Sunday, April 18, 2010

Emotional Packrats Anonymous

Hello. My name is Atticus…

Hi, Atticus.

… and I am an emotional packrat.

When did I know? The dozen or so storage bins filled to the brim with possessions baring little worth or practicality should have been my first clue. Instead it was a confluence of self-realizations, the first of which was that I am not a hoarder. I don’t keep garbage in foresight of potential usefulness. My collection has one extrinsic value: to help me remember.

I realized early on my memory was broken. Even before my partying phase I frequently forgot names and numbers, boiling everything I learned down to paraphrases since I failed to recall any quotes verbatim. What politicians consider straight talk I defined in my formative years as creative explanation, constantly taking artistic license because I understood the theories but for the life of me could not remember the words.

Retention grew more and more difficult as years passed, which became frustration, then embarrassment, and finally a full-fledged complex. During this transition I acquired habits that leveled my forgetfulness, the most prominent being an obsession with photography, but hidden behind the walls was a growing collection of all thing Atticus. A Museum of Modern Winston, if you will.

You see, this complex was not merely a learning disability. It was a herpetic cancer consuming moments that should have been calming for me, like the seconds before drifting into peaceful sleep. Hundreds, maybe thousands of nights laying in darkness, unwaveringly convinced I will soon forget everyone and everything I have ever known, increasingly more paranoid each time of what I have already forgotten. Prolonged exposure to foreboding does strange things to a man.

The first effect of this madness was my aforementioned photography lust. I am often intent on trapping time, rendering a split second eternally to 5x7 purgatory. A single glance can fast track me to the nooks of my brain where memories hide. It may seem trite since most folks do this to remember a day on the beach or a vacation. When I do so it is to recall where I have been, who I know and what it is I want to do.

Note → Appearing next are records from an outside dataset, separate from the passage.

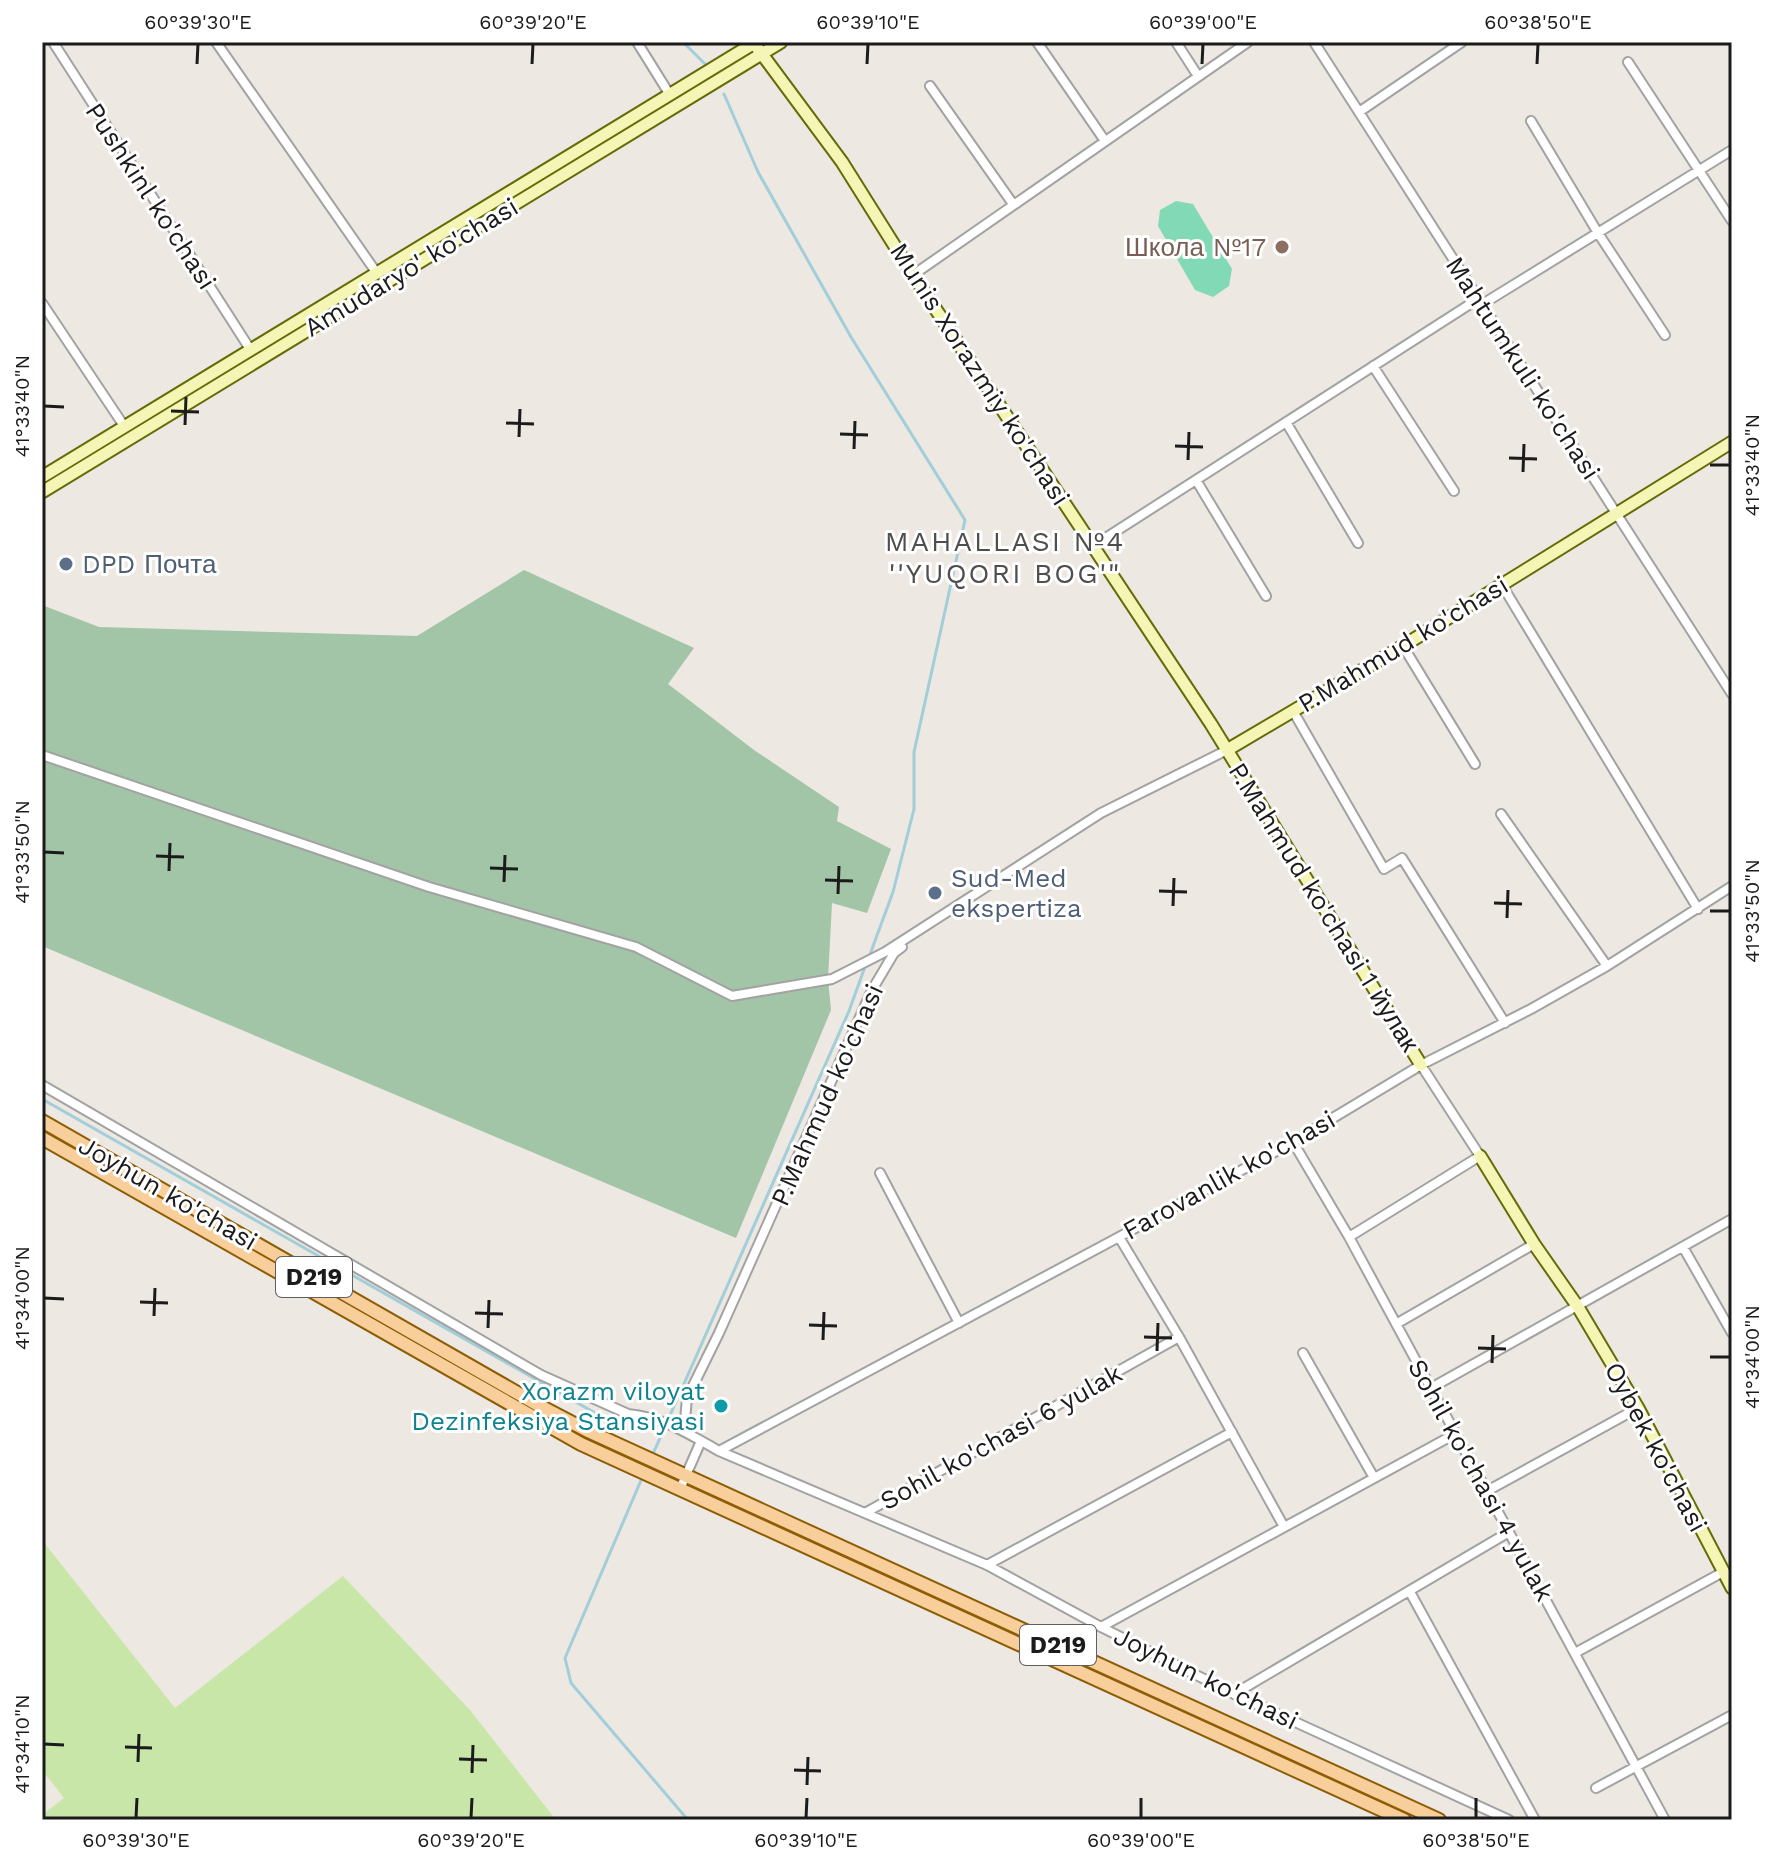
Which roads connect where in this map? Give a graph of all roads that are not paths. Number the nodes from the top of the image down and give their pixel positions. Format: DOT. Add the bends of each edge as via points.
graph roads {
  1 [pos="53,42"];
  2 [pos="216,42"];
  3 [pos="637,42"];
  4 [pos="781,42"];
  5 [pos="1037,42"];
  6 [pos="1176,42"];
  7 [pos="1248,42"];
  8 [pos="1314,42"];
  9 [pos="1462,42"];
  10 [pos="756,45"];
  11 [pos="1628,62"];
  12 [pos="1198,76"];
  13 [pos="930,86"];
  14 [pos="670,95"];
  15 [pos="1359,112"];
  16 [pos="1531,121"];
  17 [pos="1105,141"];
  18 [pos="1732,150"];
  19 [pos="1701,171"];
  20 [pos="1013,204"];
  21 [pos="1732,221"];
  22 [pos="1598,233"];
  23 [pos="376,272"];
  24 [pos="913,275"];
  25 [pos="1479,302"];
  26 [pos="42,303"];
  27 [pos="1665,335"];
  28 [pos="250,349"];
  29 [pos="258,361"];
  30 [pos="1373,366"];
  31 [pos="1286,422"];
  32 [pos="124,426"];
  33 [pos="1732,442"];
  34 [pos="42,477"];
  35 [pos="1196,480"];
  36 [pos="1454,491"];
  37 [pos="42,492"];
  38 [pos="1618,514"];
  39 [pos="1358,543"];
  40 [pos="1093,546"];
  41 [pos="1502,585"];
  42 [pos="1266,596"];
  43 [pos="1403,646"];
  44 [pos="1732,694"];
  45 [pos="1293,711"];
  46 [pos="1227,750"];
  47 [pos="42,755"];
  48 [pos="1475,764"];
  49 [pos="1501,814"];
  50 [pos="1067,833"];
  51 [pos="1732,886"];
  52 [pos="1698,909"];
  53 [pos="1607,966"];
  54 [pos="1505,1023"];
  55 [pos="1421,1065"];
  56 [pos="42,1085"];
  57 [pos="42,1121"];
  58 [pos="42,1138"];
  59 [pos="1293,1142"];
  60 [pos="1480,1156"];
  61 [pos="880,1173"];
  62 [pos="1732,1219"];
  63 [pos="1119,1237"];
  64 [pos="1349,1237"];
  65 [pos="1534,1244"];
  66 [pos="1683,1247"];
  67 [pos="1578,1307"];
  68 [pos="959,1323"];
  69 [pos="1396,1324"];
  70 [pos="1732,1333"];
  71 [pos="1179,1337"];
  72 [pos="1303,1353"];
  73 [pos="1431,1388"];
  74 [pos="1638,1408"];
  75 [pos="689,1432"];
  76 [pos="1232,1432"];
  77 [pos="1455,1434"];
  78 [pos="701,1441"];
  79 [pos="719,1451"];
  80 [pos="682,1471"];
  81 [pos="1373,1476"];
  82 [pos="676,1488"];
  83 [pos="1487,1491"];
  84 [pos="865,1513"];
  85 [pos="1283,1525"];
  86 [pos="1509,1532"];
  87 [pos="987,1565"];
  88 [pos="1723,1572"];
  89 [pos="1732,1588"];
  90 [pos="1410,1592"];
  91 [pos="1101,1627"];
  92 [pos="1575,1653"];
  93 [pos="1234,1694"];
  94 [pos="1732,1715"];
  95 [pos="1636,1767"];
  96 [pos="1596,1788"];
  97 [pos="1404,1820"];
  98 [pos="1439,1820"];
  99 [pos="1509,1820"];
  100 [pos="1535,1820"];
  101 [pos="1665,1820"];
  1 -- 28 [label="street, Pushkinl ko'chasi"];
  2 -- 23 [label="street"];
  3 -- 14 [label="street"];
  4 -- 10 [label="street, Amudaryo' ko'chasi"];
  5 -- 17 [label="street"];
  6 -- 12 [label="street"];
  7 -- 12 [label="street"];
  8 -- 15 [label="street, Mahtumkuli ko'chasi"];
  9 -- 15 [label="street"];
  10 -- 14 [label="street, Amudaryo' ko'chasi"];
  10 -- 24 [label="street, Munis Xorazmiy ko'chasi" via="842,162"];
  10 -- 29 [label="street, Amudaryo' ko'chasi"];
  11 -- 19 [label="street"];
  12 -- 17 [label="street"];
  13 -- 20 [label="street"];
  14 -- 23 [label="street, Amudaryo' ko'chasi"];
  15 -- 25 [label="street, Mahtumkuli ko'chasi"];
  16 -- 22 [label="street"];
  17 -- 20 [label="street"];
  18 -- 19 [label="street"];
  19 -- 21 [label="street"];
  19 -- 22 [label="street"];
  20 -- 24 [label="street"];
  22 -- 25 [label="street"];
  22 -- 27 [label="street"];
  23 -- 28 [label="street, Amudaryo' ko'chasi"];
  24 -- 40 [label="street, Munis Xorazmiy ko'chasi"];
  25 -- 30 [label="street"];
  25 -- 38 [label="street, Mahtumkuli ko'chasi"];
  26 -- 32 [label="street"];
  28 -- 29 [label="street"];
  28 -- 32 [label="street, Amudaryo' ko'chasi"];
  29 -- 37 [label="street, Amudaryo' ko'chasi"];
  30 -- 31 [label="street"];
  30 -- 36 [label="street"];
  31 -- 35 [label="street"];
  31 -- 39 [label="street"];
  32 -- 34 [label="street, Amudaryo' ko'chasi"];
  33 -- 38 [label="street, P.Mahmud ko'chasi"];
  35 -- 40 [label="street"];
  35 -- 42 [label="street"];
  38 -- 41 [label="street, P.Mahmud ko'chasi"];
  38 -- 44 [label="street, Mahtumkuli ko'chasi"];
  40 -- 46 [label="street, Munis Xorazmiy ko'chasi"];
  41 -- 43 [label="street, P.Mahmud ko'chasi"];
  41 -- 52 [label="street"];
  43 -- 45 [label="street, P.Mahmud ko'chasi"];
  43 -- 48 [label="street"];
  45 -- 46 [label="street, P.Mahmud ko'chasi"];
  45 -- 54 [label="street" via="1384,869 1402,858"];
  46 -- 50 [label="street, P.Mahmud ko'chasi"];
  46 -- 55 [label="street, P.Mahmud ko'chasi 1 йулак"];
  47 -- 50 [label="street, P.Mahmud ko'chasi" via="429,887 636,947 732,996 832,979 885,952"];
  49 -- 53 [label="street"];
  50 -- 75 [label="street, P.Mahmud ko'chasi" via="894,953 872,990 687,1398"];
  51 -- 52 [label="street, Farovanlik ko'chasi"];
  52 -- 53 [label="street, Farovanlik ko'chasi"];
  53 -- 54 [label="street, Farovanlik ko'chasi"];
  54 -- 55 [label="street, Farovanlik ko'chasi"];
  55 -- 59 [label="street, Farovanlik ko'chasi"];
  55 -- 60 [label="street, Oybek ko'chasi"];
  56 -- 75 [label="street, Joyhun ko'chasi" via="541,1375 628,1414"];
  57 -- 80 [label="main road, Joyhun ko'chasi / D219" via="540,1406"];
  58 -- 82 [label="main road, Joyhun ko'chasi / D219" via="581,1444"];
  59 -- 63 [label="street, Farovanlik ko'chasi"];
  59 -- 64 [label="street, Sohil ko'chasi 4 yulak"];
  60 -- 64 [label="street"];
  60 -- 65 [label="street, Oybek ko'chasi"];
  61 -- 68 [label="street"];
  62 -- 66 [label="street"];
  63 -- 68 [label="street, Farovanlik ko'chasi"];
  63 -- 71 [label="street"];
  64 -- 69 [label="street, Sohil ko'chasi 4 yulak"];
  65 -- 67 [label="street, Oybek ko'chasi"];
  65 -- 69 [label="street"];
  66 -- 67 [label="street"];
  66 -- 70 [label="street"];
  67 -- 73 [label="street"];
  67 -- 74 [label="street, Oybek ko'chasi"];
  68 -- 79 [label="street, Farovanlik ko'chasi"];
  69 -- 73 [label="street, Sohil ko'chasi 4 yulak"];
  71 -- 76 [label="street"];
  71 -- 84 [label="street, Sohil ko'chasi 6 yulak"];
  72 -- 81 [label="street"];
  73 -- 77 [label="street, Sohil ko'chasi 4 yulak"];
  74 -- 83 [label="street"];
  74 -- 88 [label="street, Oybek ko'chasi"];
  75 -- 78 [label="street, Joyhun ko'chasi"];
  76 -- 85 [label="street"];
  76 -- 87 [label="street"];
  77 -- 81 [label="street"];
  77 -- 83 [label="street, Sohil ko'chasi 4 yulak"];
  78 -- 79 [label="street, Joyhun ko'chasi"];
  78 -- 80 [label="street"];
  79 -- 84 [label="street, Joyhun ko'chasi"];
  80 -- 82 [label="street"];
  80 -- 98 [label="main road, Joyhun ko'chasi / D219"];
  81 -- 85 [label="street"];
  82 -- 97 [label="main road, Joyhun ko'chasi / D219"];
  83 -- 86 [label="street, Sohil ko'chasi 4 yulak"];
  84 -- 87 [label="street, Joyhun ko'chasi"];
  85 -- 91 [label="street"];
  86 -- 90 [label="street"];
  86 -- 92 [label="street, Sohil ko'chasi 4 yulak"];
  87 -- 91 [label="street, Joyhun ko'chasi"];
  88 -- 89 [label="street, Oybek ko'chasi"];
  88 -- 92 [label="street"];
  90 -- 93 [label="street"];
  90 -- 100 [label="street"];
  91 -- 93 [label="street, Joyhun ko'chasi"];
  92 -- 95 [label="street, Sohil ko'chasi 4 yulak"];
  93 -- 99 [label="street, Joyhun ko'chasi"];
  94 -- 95 [label="street"];
  95 -- 96 [label="street"];
  95 -- 101 [label="street, Sohil ko'chasi 4 yulak"];
}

The anxiety was compounded with pressures of perishable information such as appointments, homework and promises. More stress was added for meaningless data, like anniversaries and birthdays. It takes brass ones to admit to a woman you don’t remember what she was wearing when you first met or what song was playing when you first kissed. As deeply as we believe in honesty it only ever results in disquiet.

The most recent incarnation has been my engagement with social networking. The rush I received recalling a one night stand from a stranger’s perfume is now multiplied by thousands with the click of a mouse. This is my drug in its purest form; everyone I have ever known stapled digitally to my hip, histories documented, futures tracked and notated in real-time, never missing a moment of anyone’s life anywhere.

But like all good drugs the side effects are never as advertised.

I knew I had a problem when what began as the preservation of physical items with attachments became a 24/7 infatuation with the online warehouse storing my mental menagerie. My time was spent collecting, scrapbooking memories instead of making them. I collected everyone I knew, like a house overrun with cats someone accumulated to the point of infestation. Obsessively hunting and gathering persons in volumes which I could never properly care for.

By the time I realized my neurosis the friends and trinkets had piled higher than I could see. This was my perfect creation, a monster of faces and time glued hastily together by irrational fear. Before me was a complex and impenetrable database of my life, an inhalable timeline to relieve the anxiety of losing touch with who I am and where I came from.

That’s why I stand here before you today admitting I am an emotional packrat. I finally get it. This is bigger than severing thick ties to novelties purchased at Niagara Falls in 1987.

It’s about letting go, a fundamental I have failed at my entire life. There is a long war ahead but I have strong will and nothing but time.